• **YOUR INSTRUCTIONS**: Could you show all lines in the entries below that contain the string "wherever"?

Collected data

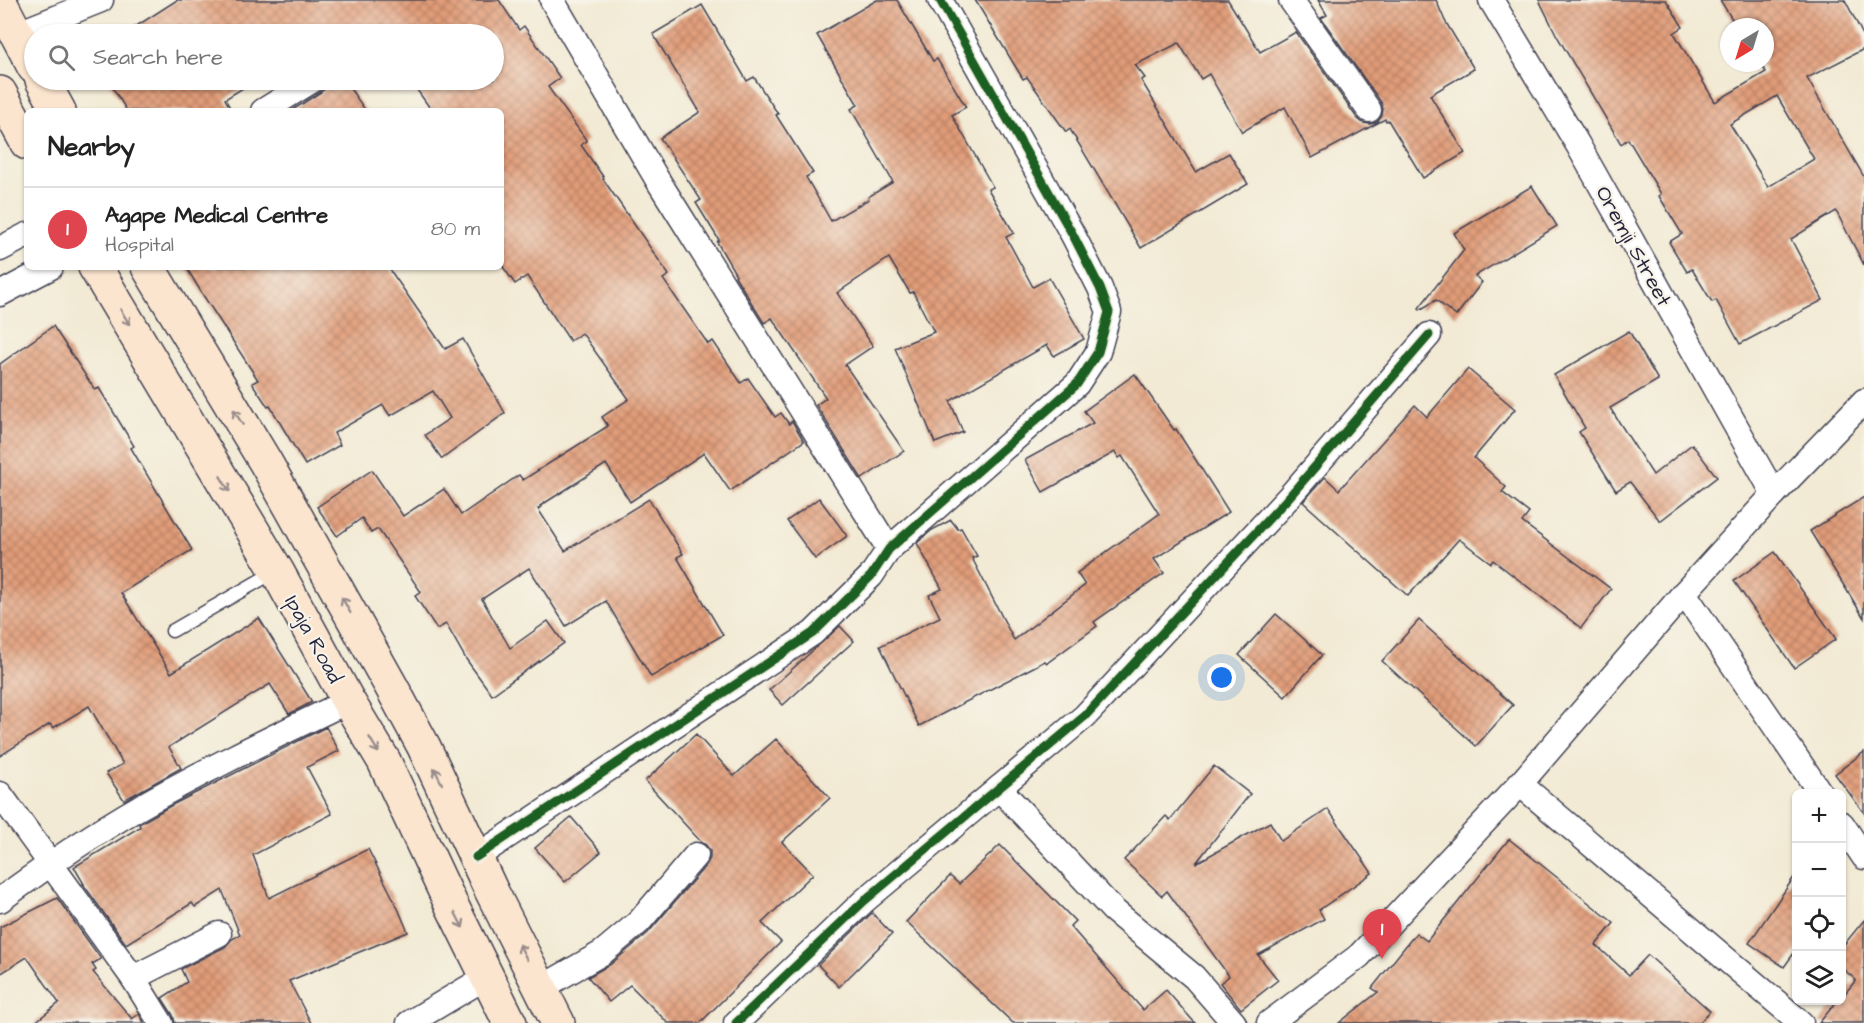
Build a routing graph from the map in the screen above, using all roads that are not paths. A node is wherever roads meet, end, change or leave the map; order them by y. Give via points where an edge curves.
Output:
1 (100, 0) edge
2 (552, 0) edge
3 (940, 0) edge
4 (1291, 0) edge
5 (1491, 0) edge
6 (0, 2) edge
7 (41, 24) edge
8 (24, 31) edge
9 (16, 34) junction
10 (24, 49) edge
11 (47, 90) edge
12 (297, 90) edge
13 (0, 93) edge
14 (57, 108) edge
15 (268, 108) edge
16 (1369, 110) dead end
17 (24, 137) edge
18 (24, 237) edge
19 (0, 249) edge
20 (45, 270) edge
21 (96, 270) edge
22 (150, 270) edge
23 (0, 294) edge
24 (1429, 335) dead end
25 (1864, 401) edge
26 (1774, 494) junction
27 (889, 549) junction
28 (277, 571) junction
29 (1684, 593) junction
30 (172, 631) dead end
31 (348, 701) junction
32 (1520, 784) junction
33 (999, 788) junction
34 (1818, 789) edge
35 (0, 794) edge
36 (1846, 830) edge
37 (696, 855) dead end
38 (476, 857) junction
39 (1864, 857) edge
40 (50, 863) junction
41 (0, 900) edge
42 (219, 934) dead end
43 (488, 976) junction
44 (133, 978) junction
45 (541, 988) junction
46 (161, 1023) edge
47 (409, 1023) edge
48 (510, 1023) edge
49 (558, 1023) edge
50 (736, 1023) edge
51 (1234, 1023) edge
52 (1269, 1023) edge
53 (1801, 1023) edge

1 - 7 street
2 - 27 street via 657,179
3 - 27 street via 1073,235 1109,312 1098,352 1077,384
4 - 16 street
5 - 26 street, Oremji Street via 1578,145
6 - 9 main road
8 - 9 street
9 - 10 main road
11 - 14 main road
12 - 15 street
13 - 17 main road
18 - 19 street
20 - 23 street
21 -> 28 main road, Ipaja Road
38 -> 22 main road, Ipaja Road via 392,686 266,463
24 - 33 street via 1288,498 1085,716
25 - 26 street
26 - 29 street
27 - 38 street via 871,576 813,633
28 - 30 lane
28 - 31 main road, Ipaja Road
29 - 32 street
29 - 34 street
31 - 40 street via 139,807
31 -> 43 main road, Ipaja Road via 384,761
32 - 52 street via 1359,956
32 - 53 street
33 - 50 street via 864,901
33 - 51 street via 1113,910 1194,976
35 - 40 street
36 - 39 street
37 - 45 street via 639,922 602,953
45 -> 38 main road, Ipaja Road
40 - 41 street
40 - 44 street
42 - 44 street
43 - 47 street
43 - 48 main road, Ipaja Road
44 - 46 street
45 - 49 main road, Ipaja Road

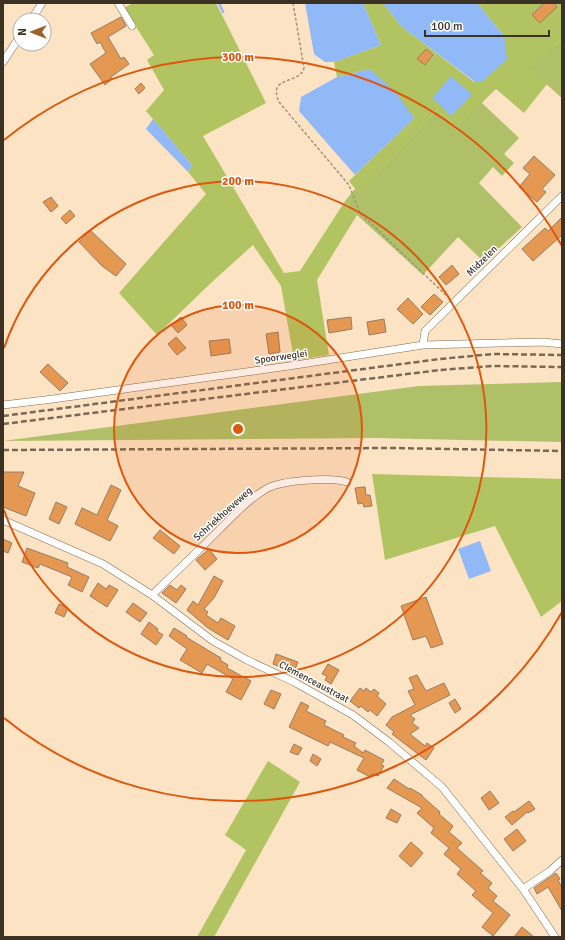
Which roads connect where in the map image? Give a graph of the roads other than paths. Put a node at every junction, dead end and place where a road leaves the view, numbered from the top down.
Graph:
1 (42, 3) edge
2 (118, 3) edge
3 (36, 12) edge
4 (132, 26) dead end
5 (12, 48) edge
6 (3, 62) edge
7 (562, 196) edge
8 (562, 344) edge
9 (423, 345) junction
10 (3, 405) edge
11 (347, 482) dead end
12 (3, 520) edge
13 (152, 595) junction
14 (562, 860) edge
15 (523, 889) junction
16 (555, 937) edge

1 - 3 street
2 - 4 street
5 - 6 street
7 - 9 street, Midzelen
8 - 9 street, Spoorweglei
9 - 10 street, Spoorweglei
11 - 13 street, Schriekhoeveweg
12 - 13 street, Clemenceaustraat
13 - 15 street, Clemenceaustraat
14 - 15 street
15 - 16 street, Clemenceaustraat

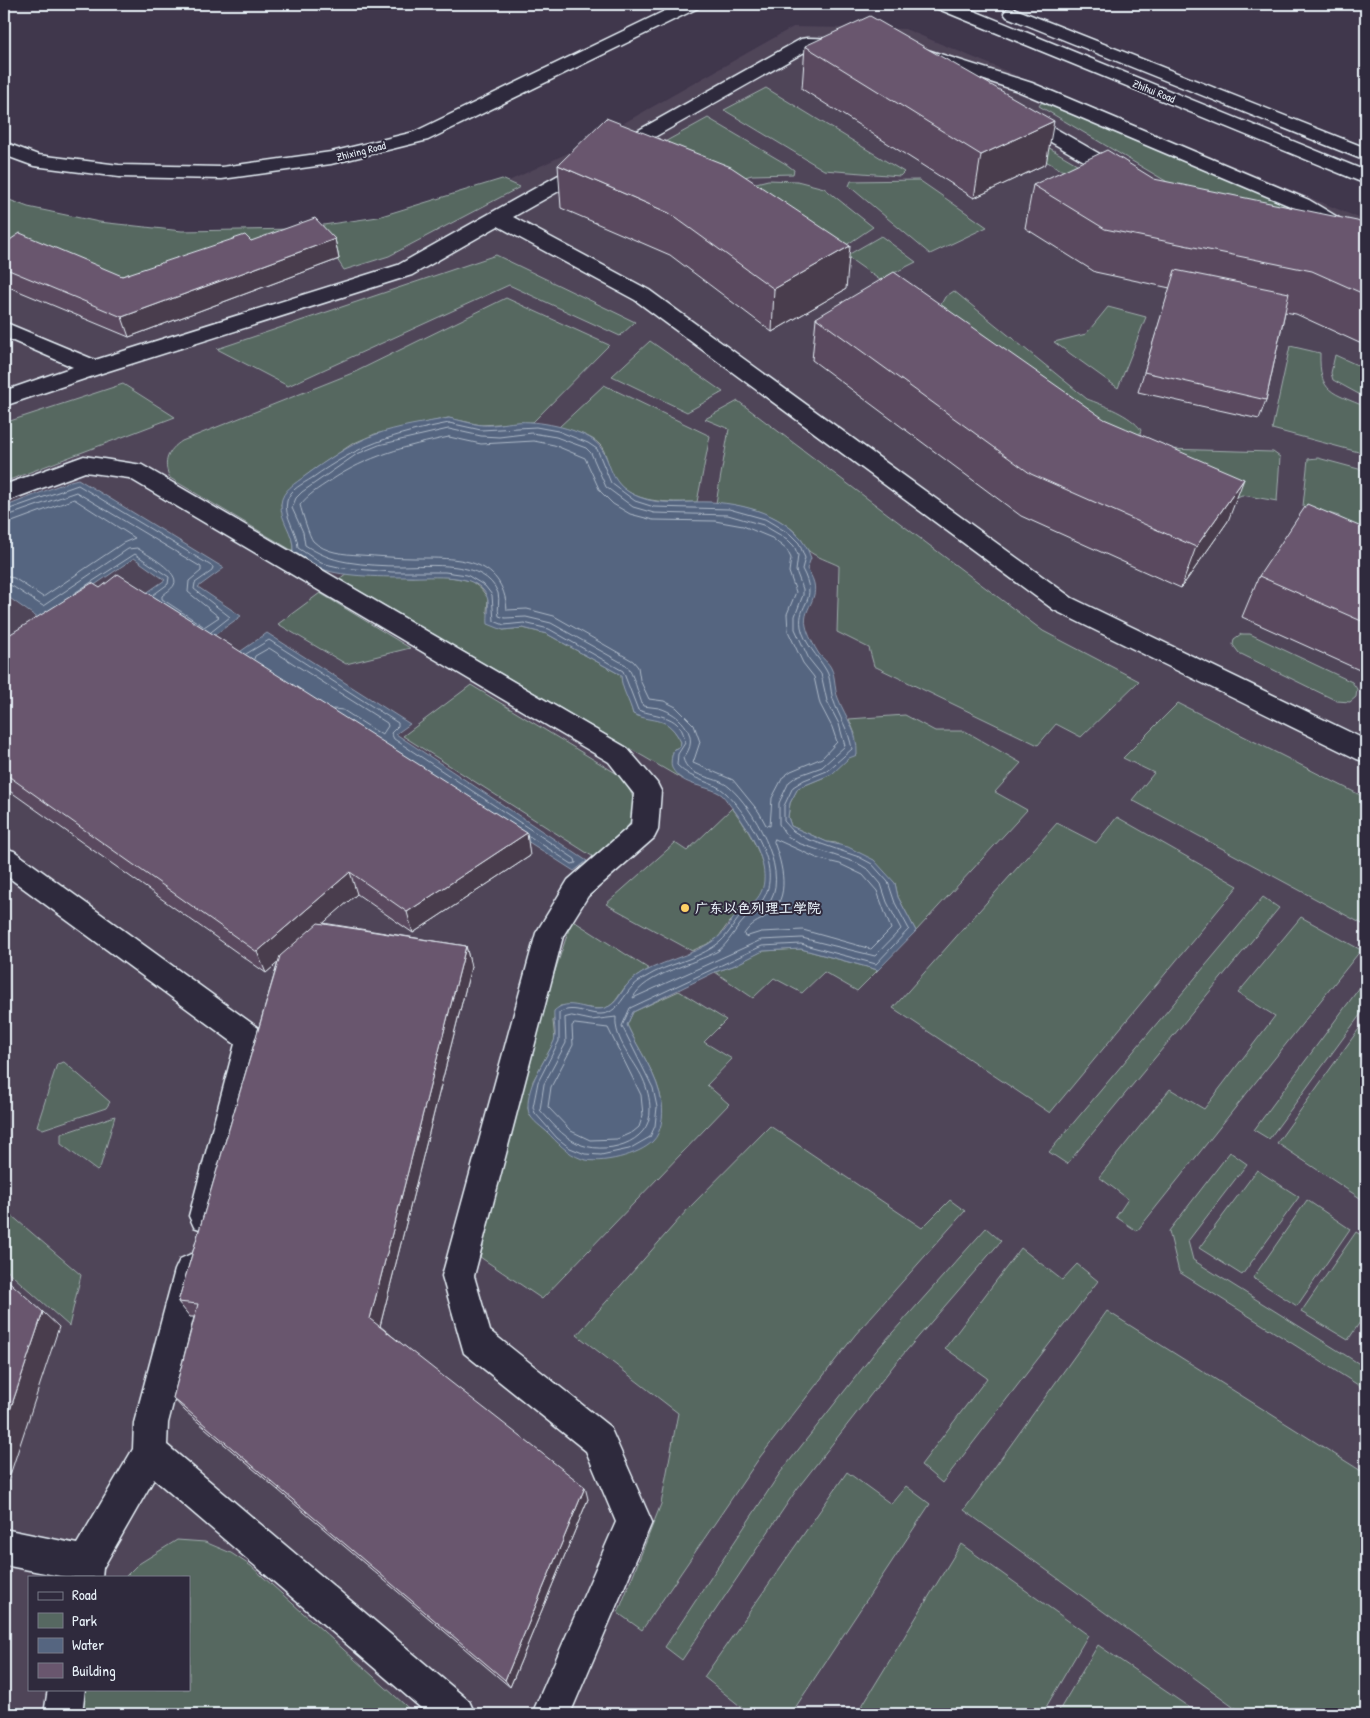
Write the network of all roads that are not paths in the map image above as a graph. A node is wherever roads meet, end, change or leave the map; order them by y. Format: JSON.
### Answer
{"nodes":[{"id":1,"x":692,"y":4,"type":"edge"},
{"id":2,"x":942,"y":4,"type":"edge"},
{"id":3,"x":1000,"y":7,"type":"dead end"},
{"id":4,"x":866,"y":44,"type":"edge"},
{"id":5,"x":973,"y":89,"type":"edge"},
{"id":6,"x":999,"y":104,"type":"edge"},
{"id":7,"x":4,"y":148,"type":"edge"},
{"id":8,"x":1366,"y":155,"type":"edge"},
{"id":9,"x":1366,"y":178,"type":"edge"},
{"id":10,"x":1138,"y":183,"type":"edge"},
{"id":11,"x":497,"y":217,"type":"junction"},
{"id":12,"x":1318,"y":233,"type":"edge"},
{"id":13,"x":1366,"y":243,"type":"edge"},
{"id":14,"x":4,"y":329,"type":"edge"},
{"id":15,"x":94,"y":368,"type":"junction"},
{"id":16,"x":4,"y":399,"type":"edge"},
{"id":17,"x":4,"y":494,"type":"edge"},
{"id":18,"x":1366,"y":752,"type":"edge"},
{"id":19,"x":4,"y":859,"type":"edge"},
{"id":20,"x":150,"y":1453,"type":"junction"},
{"id":21,"x":4,"y":1547,"type":"edge"},
{"id":22,"x":85,"y":1570,"type":"edge"},
{"id":23,"x":67,"y":1690,"type":"edge"},
{"id":24,"x":63,"y":1714,"type":"edge"},
{"id":25,"x":456,"y":1714,"type":"edge"},
{"id":26,"x":551,"y":1714,"type":"edge"}],
"edges":[{"from":1,"to":7,"type":"street","name":"Zhixing Road"},
{"from":2,"to":9,"type":"street","name":"Zhihui Road"},
{"from":3,"to":8,"type":"street","name":"Zhihui Road"},
{"from":4,"to":11,"type":"street"},
{"from":5,"to":13,"type":"street"},
{"from":6,"to":10,"type":"street"},
{"from":11,"to":15,"type":"street"},
{"from":11,"to":18,"type":"street"},
{"from":12,"to":13,"type":"street"},
{"from":14,"to":15,"type":"street"},
{"from":15,"to":16,"type":"street"},
{"from":17,"to":26,"type":"street"},
{"from":19,"to":20,"type":"street"},
{"from":20,"to":22,"type":"street"},
{"from":20,"to":25,"type":"street"},
{"from":21,"to":22,"type":"street"},
{"from":23,"to":24,"type":"street"}]}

• **THE ANSWER**:
Build a routing graph from the map in the screen above, using all roads that are not paths. A node is wherever roads meet, end, change or leave the map; order them by y. Give via points where an edge curves.
Write the network of all roads that are not paths in the map image above as a graph. A node is wherever roads meet, end, change or leave the map; order them by y. Format: JSON.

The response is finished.